「絵画『東京大空襲』を解剖する」ゲスト 岡本信治郎
聞き手:平川克美
アシスタント:五十川藍子
昭和8年生まれの岡本信治郎さんが、終戦を迎えたのは12歳の夏。約50km離れた疎開先から見た東京大空襲が忘れられず、このたび60年越しで描いた大作『東京大空襲』が来夏の公開を待っています。画家を志したのは18歳。印象派、ソール・スタインバーグ、パウル・クレー、ジョルジュ・スーラらの影響からユニークな線画や不思議な明るさを持つ作風を確立し、911のショックで戦争を描く決意をしました。画業の全貌を自ら振り返る、貴重なトークをお楽しみください。

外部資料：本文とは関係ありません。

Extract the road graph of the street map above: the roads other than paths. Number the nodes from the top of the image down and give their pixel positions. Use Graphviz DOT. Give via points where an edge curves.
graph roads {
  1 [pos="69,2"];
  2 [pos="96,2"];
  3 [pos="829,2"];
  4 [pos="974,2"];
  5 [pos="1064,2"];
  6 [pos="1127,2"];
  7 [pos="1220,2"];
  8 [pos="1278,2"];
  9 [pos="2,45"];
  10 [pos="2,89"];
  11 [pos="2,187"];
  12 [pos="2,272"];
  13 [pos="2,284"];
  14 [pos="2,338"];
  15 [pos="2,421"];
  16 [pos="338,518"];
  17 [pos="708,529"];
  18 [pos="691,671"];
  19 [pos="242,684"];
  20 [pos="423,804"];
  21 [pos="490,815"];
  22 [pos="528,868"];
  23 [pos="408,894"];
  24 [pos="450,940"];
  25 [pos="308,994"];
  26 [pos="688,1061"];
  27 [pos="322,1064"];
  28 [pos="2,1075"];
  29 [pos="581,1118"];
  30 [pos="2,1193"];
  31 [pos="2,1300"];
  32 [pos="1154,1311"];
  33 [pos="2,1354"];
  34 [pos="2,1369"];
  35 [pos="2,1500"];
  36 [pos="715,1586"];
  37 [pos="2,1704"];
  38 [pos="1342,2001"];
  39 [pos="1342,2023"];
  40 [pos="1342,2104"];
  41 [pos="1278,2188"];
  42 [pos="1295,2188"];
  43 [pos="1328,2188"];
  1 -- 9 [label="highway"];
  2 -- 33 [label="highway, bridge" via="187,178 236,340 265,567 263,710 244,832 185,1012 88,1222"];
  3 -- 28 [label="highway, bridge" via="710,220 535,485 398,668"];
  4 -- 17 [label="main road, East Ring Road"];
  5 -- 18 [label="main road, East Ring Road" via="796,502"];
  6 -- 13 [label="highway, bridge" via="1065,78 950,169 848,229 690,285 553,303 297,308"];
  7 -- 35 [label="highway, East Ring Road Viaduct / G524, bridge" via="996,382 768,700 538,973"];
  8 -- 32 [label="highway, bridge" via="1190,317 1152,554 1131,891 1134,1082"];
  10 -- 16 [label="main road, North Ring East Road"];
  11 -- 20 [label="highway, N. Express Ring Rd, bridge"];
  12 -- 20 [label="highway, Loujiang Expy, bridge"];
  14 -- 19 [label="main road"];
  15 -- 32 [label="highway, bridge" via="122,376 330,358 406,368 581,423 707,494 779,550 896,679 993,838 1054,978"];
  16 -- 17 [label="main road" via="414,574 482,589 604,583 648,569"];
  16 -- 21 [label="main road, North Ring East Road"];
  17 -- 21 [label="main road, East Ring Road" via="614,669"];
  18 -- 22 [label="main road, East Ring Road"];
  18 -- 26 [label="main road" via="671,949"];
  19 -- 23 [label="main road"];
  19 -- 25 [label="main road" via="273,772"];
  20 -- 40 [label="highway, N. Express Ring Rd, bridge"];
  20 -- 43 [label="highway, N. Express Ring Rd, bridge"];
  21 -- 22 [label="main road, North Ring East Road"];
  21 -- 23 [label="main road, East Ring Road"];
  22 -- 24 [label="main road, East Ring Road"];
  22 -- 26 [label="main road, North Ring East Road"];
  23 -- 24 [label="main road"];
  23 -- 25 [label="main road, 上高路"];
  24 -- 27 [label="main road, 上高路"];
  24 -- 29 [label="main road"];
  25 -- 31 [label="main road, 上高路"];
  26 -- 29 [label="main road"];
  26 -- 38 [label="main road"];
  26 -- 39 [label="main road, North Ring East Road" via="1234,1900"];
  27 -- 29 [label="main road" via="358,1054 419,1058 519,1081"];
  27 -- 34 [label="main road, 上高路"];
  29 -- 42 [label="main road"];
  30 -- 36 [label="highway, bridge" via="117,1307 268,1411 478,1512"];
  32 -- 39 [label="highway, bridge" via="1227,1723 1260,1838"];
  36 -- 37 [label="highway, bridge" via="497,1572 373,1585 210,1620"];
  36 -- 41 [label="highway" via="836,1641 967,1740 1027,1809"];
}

プラスワンでは、岡本さんの絵画的再出発となる新作『東京大空襲』を徹底解剖します。画面の中央には靖国神社に参拝する小泉純一郎元首相。空を飛ぶB-29はヤマタノオロチとなり、八百万の神を一神教化した大日本帝国の正体も暴こうとしています。まさに意味の洪水が画面に渦巻く叙事詩的な「読む絵画」。そこには、戦争と平和はひとつの連続した概念だと考える画伯の歴史観が塗り込められています。神なき宗教画を解くヒント満載のトーク。来年の公開が待ちきれません。